Supplied data =
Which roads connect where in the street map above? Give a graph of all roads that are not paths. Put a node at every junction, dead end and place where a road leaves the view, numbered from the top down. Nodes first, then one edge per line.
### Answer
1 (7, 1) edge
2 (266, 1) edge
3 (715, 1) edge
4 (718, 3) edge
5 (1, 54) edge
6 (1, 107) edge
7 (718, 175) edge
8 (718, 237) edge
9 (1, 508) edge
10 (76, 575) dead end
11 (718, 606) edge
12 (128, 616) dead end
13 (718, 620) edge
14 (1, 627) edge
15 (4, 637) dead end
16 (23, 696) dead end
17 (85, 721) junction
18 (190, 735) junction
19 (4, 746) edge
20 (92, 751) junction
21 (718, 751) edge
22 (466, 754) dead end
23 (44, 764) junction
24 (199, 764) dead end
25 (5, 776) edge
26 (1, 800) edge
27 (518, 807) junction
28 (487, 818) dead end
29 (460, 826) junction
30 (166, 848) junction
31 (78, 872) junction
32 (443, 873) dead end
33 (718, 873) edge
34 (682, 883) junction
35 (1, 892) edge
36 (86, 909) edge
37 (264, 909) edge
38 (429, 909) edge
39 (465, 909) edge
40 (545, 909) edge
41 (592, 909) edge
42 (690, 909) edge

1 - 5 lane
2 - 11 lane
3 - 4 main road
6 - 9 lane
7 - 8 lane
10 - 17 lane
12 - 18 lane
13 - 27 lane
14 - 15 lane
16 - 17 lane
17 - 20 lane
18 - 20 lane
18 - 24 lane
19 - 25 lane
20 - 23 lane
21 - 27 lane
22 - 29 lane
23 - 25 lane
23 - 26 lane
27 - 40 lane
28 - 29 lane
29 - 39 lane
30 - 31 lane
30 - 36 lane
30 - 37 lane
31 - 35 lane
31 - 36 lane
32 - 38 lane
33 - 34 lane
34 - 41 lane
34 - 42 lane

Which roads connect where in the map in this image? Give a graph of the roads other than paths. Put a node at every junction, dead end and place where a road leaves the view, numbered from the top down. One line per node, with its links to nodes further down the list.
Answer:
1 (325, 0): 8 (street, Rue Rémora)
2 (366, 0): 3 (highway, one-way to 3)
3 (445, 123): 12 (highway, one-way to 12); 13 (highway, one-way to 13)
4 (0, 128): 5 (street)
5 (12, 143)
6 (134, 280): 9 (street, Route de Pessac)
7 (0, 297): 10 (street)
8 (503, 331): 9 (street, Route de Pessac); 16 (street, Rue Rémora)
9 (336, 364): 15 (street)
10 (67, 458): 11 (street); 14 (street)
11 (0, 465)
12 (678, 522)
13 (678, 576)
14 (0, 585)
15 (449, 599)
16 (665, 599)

Problem description = How many of the lines in the material hold the word "every"? Give that number alone.

Solution below = 2